WHAT YOU NEED TO DO:
Each line of the listing where "numbered" appears should be reported.
── INFORMATION
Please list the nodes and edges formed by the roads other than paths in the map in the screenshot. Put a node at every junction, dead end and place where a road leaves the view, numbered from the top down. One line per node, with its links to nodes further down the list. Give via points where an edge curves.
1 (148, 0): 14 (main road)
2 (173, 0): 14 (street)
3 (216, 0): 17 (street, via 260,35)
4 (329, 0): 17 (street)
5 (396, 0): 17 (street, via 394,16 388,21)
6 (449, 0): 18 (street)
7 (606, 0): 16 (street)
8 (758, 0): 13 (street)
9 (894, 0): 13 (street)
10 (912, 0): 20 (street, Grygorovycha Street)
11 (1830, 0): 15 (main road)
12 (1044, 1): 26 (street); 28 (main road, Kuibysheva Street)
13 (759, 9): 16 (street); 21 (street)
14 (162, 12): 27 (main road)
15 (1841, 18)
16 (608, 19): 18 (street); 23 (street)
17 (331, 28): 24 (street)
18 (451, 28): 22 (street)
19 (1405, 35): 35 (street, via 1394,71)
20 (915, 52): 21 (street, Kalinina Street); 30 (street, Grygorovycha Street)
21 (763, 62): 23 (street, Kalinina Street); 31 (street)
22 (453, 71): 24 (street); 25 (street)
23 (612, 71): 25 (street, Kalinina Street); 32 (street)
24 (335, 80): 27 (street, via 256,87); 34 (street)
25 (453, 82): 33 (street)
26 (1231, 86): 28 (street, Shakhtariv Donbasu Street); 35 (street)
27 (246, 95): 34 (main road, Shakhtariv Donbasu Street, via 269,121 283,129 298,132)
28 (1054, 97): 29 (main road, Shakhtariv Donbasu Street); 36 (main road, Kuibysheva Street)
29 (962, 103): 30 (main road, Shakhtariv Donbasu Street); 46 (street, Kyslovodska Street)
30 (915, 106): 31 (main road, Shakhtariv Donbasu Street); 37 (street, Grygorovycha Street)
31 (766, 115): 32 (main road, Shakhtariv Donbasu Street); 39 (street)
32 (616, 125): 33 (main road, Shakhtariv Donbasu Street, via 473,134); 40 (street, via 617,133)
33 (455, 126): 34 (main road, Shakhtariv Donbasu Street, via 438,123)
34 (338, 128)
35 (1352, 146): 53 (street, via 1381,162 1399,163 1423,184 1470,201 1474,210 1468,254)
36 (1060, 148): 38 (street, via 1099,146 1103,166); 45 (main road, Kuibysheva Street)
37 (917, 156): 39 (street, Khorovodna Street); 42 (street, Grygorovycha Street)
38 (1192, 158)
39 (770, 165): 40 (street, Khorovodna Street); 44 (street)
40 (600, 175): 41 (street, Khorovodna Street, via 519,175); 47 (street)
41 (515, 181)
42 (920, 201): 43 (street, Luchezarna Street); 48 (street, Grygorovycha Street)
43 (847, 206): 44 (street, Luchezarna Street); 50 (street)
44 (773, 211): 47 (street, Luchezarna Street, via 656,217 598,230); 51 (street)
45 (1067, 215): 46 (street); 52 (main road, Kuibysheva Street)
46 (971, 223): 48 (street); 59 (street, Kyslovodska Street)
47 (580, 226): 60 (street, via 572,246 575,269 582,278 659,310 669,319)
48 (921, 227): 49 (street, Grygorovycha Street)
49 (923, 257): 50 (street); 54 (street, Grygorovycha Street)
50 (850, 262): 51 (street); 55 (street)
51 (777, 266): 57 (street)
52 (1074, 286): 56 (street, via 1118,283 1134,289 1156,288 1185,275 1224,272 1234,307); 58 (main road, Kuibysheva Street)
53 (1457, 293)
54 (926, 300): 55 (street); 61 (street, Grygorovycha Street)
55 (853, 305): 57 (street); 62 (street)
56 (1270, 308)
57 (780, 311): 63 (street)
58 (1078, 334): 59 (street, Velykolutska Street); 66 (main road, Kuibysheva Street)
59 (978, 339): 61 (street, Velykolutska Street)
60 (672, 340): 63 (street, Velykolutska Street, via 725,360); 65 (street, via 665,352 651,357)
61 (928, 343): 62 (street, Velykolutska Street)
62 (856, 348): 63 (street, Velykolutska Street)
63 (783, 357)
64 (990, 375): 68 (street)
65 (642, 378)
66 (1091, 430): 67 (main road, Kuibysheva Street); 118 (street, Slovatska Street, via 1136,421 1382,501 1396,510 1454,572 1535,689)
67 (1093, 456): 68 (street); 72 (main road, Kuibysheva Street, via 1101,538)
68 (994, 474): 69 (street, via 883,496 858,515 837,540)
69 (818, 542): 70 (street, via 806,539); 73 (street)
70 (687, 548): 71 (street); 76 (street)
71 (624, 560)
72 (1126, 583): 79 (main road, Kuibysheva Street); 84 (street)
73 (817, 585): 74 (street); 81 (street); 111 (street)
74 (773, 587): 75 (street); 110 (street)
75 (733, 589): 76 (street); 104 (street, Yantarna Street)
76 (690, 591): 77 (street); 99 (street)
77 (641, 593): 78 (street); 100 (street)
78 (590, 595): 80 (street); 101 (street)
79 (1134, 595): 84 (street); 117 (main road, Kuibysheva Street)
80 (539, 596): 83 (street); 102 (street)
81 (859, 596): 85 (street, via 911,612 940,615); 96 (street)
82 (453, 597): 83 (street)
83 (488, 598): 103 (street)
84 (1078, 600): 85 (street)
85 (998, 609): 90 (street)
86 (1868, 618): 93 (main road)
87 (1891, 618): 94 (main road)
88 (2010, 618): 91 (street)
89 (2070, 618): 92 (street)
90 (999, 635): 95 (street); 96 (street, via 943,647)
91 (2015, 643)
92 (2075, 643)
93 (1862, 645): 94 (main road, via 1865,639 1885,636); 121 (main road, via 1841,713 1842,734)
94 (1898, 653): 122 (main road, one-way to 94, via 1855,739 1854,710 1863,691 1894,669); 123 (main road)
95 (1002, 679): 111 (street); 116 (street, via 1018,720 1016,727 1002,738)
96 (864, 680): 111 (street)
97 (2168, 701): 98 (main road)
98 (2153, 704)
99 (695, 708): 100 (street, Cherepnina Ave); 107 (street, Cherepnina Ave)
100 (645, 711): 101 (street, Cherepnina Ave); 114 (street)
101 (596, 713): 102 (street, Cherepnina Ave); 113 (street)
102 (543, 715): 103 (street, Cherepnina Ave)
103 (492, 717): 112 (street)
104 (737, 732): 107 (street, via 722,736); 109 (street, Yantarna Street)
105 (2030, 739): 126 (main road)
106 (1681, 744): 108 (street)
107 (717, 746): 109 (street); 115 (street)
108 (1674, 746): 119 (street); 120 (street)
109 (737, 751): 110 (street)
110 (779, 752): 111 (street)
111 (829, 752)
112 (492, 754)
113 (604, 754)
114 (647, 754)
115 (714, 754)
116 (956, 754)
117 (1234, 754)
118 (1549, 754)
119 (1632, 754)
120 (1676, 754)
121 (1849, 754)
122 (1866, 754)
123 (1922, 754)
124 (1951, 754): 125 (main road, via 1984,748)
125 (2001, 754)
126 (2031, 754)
────
── INFORMATION
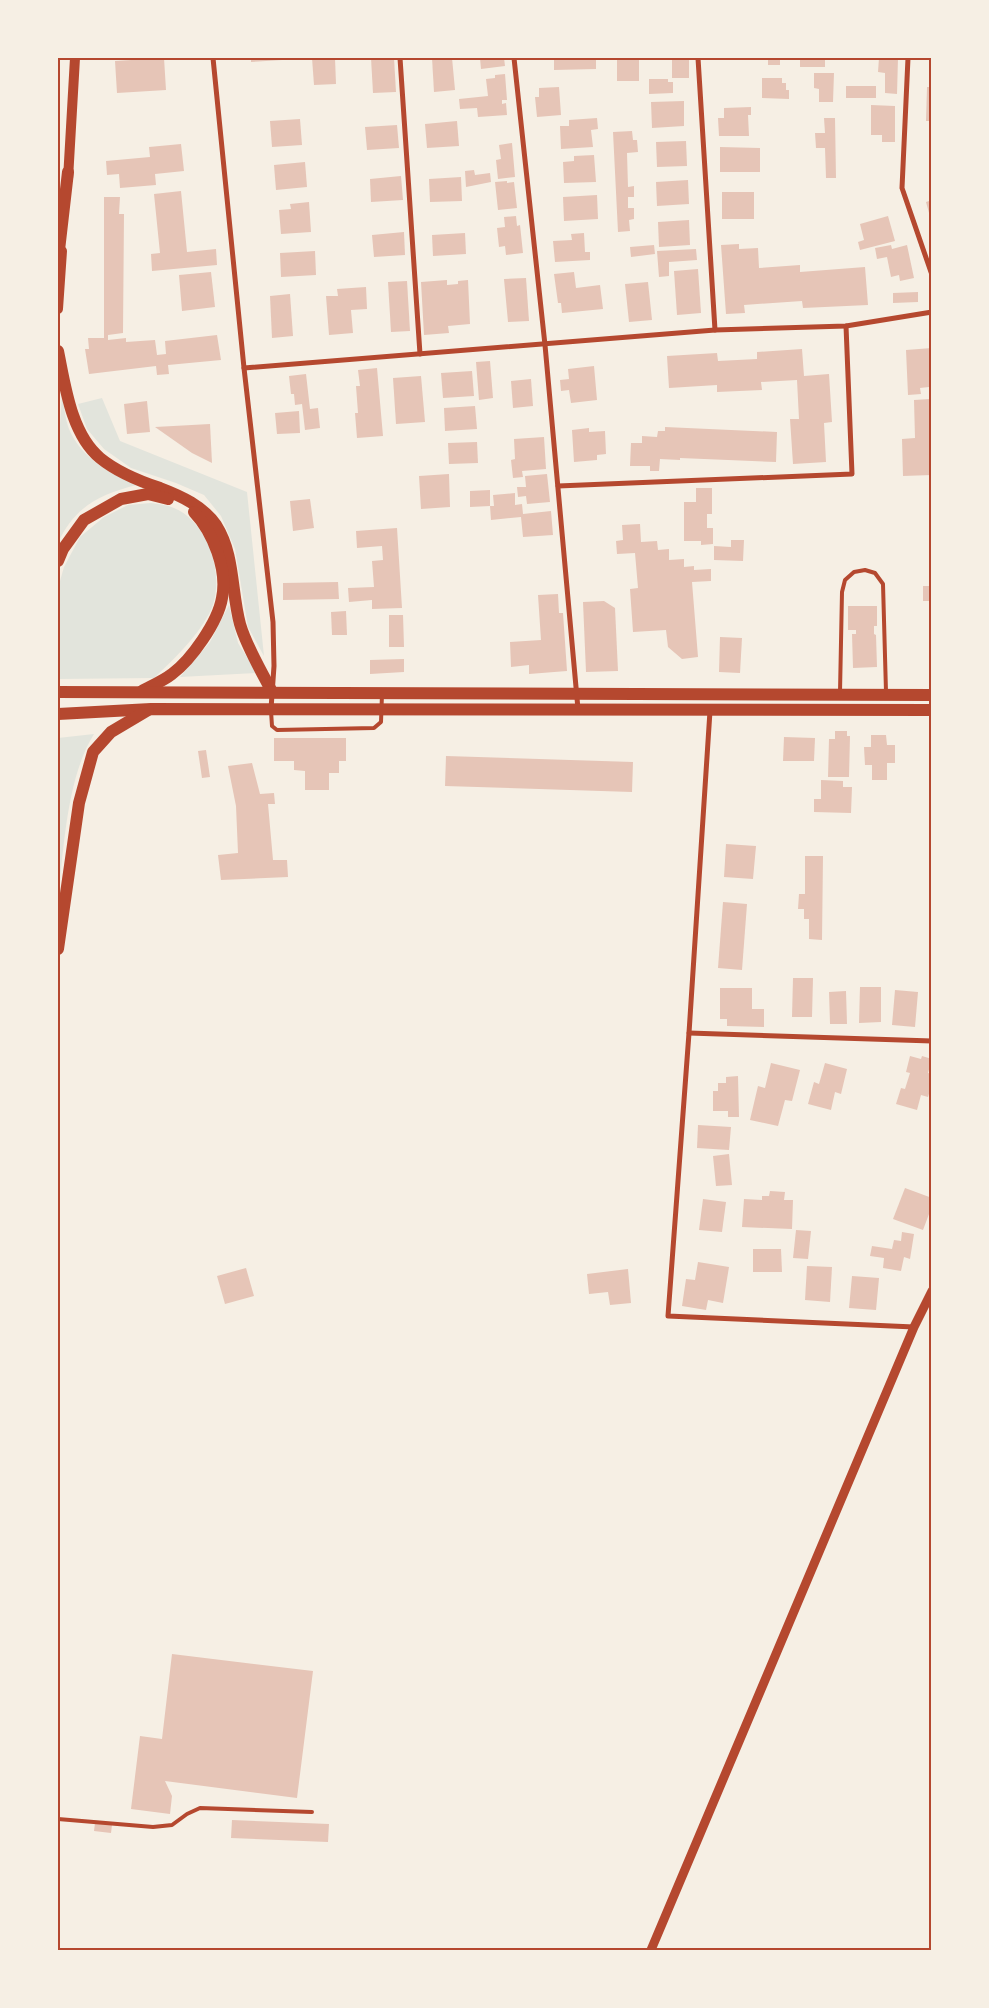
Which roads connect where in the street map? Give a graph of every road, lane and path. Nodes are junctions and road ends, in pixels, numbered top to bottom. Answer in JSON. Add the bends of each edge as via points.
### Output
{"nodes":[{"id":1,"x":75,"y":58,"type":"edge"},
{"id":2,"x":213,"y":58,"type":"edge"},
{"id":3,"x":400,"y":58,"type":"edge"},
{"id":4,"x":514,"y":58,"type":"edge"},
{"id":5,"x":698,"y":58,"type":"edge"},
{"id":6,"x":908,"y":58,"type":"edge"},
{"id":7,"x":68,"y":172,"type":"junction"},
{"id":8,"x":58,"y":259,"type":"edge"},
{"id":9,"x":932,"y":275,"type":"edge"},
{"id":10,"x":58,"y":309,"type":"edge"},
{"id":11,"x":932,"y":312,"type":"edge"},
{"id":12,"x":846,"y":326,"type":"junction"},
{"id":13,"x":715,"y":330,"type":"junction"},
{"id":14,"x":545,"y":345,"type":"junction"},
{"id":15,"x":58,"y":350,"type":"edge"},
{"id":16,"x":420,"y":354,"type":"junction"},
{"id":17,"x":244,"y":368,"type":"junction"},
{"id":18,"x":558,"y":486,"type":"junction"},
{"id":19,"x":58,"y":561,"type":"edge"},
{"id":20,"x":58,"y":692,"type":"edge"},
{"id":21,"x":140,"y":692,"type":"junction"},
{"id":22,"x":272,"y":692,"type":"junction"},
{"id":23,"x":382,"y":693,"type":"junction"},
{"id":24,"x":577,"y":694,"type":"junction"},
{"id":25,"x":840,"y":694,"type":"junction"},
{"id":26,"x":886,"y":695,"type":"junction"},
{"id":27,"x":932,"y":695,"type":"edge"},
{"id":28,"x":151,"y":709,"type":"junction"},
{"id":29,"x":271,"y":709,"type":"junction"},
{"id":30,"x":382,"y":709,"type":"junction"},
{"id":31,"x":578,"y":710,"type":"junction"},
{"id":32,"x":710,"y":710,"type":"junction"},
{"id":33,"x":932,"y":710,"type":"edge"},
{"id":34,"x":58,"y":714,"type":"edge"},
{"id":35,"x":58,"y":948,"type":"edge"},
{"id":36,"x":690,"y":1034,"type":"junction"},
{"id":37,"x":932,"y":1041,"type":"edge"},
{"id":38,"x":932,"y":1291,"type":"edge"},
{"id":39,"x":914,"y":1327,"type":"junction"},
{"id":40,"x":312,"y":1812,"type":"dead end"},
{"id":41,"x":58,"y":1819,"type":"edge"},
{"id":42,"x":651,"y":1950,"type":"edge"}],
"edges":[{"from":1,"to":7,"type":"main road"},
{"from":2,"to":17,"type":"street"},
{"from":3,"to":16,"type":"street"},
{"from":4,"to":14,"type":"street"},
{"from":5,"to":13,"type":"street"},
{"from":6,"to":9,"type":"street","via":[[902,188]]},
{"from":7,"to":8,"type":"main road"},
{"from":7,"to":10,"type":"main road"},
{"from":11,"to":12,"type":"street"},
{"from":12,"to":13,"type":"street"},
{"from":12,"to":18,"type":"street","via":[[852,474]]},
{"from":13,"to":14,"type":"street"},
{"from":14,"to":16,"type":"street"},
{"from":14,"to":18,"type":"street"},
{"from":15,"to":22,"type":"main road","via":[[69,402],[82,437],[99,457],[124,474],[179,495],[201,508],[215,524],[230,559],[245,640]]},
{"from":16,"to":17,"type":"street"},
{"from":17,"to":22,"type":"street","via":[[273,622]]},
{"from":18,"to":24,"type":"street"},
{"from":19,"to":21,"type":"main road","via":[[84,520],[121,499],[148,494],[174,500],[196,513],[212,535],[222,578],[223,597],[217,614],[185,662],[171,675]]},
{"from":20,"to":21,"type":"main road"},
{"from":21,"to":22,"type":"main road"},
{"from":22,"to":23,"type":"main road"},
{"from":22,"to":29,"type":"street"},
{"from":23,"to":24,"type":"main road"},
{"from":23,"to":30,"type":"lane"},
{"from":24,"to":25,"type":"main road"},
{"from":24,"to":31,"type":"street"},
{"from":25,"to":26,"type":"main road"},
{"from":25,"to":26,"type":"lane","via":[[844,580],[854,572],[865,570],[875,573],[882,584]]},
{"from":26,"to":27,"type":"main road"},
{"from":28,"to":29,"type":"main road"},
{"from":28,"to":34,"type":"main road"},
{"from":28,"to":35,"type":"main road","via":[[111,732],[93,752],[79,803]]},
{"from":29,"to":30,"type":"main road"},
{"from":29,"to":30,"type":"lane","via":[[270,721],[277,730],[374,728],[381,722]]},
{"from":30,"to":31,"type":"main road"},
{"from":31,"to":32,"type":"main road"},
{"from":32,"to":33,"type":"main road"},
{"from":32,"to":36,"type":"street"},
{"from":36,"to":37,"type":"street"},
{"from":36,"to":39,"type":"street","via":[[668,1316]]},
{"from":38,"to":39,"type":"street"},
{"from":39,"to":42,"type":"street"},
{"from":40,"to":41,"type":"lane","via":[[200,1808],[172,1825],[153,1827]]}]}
────
ANSWER TO THE EXERCISE:
Please list the nodes and edges formed by the roads other than paths in the map in the screenshot. Put a node at every junction, dead end and place where a road leaves the view, numbered from the top down. One line per node, with its links to nodes further down the list. Give via points where an edge curves.
Which roads connect where in the street map? Give a graph of every road, lane and path. Nodes are junctions and road ends, in pixels, numbered top to bottom. Answer in JSON. Add the bends of each edge as via points.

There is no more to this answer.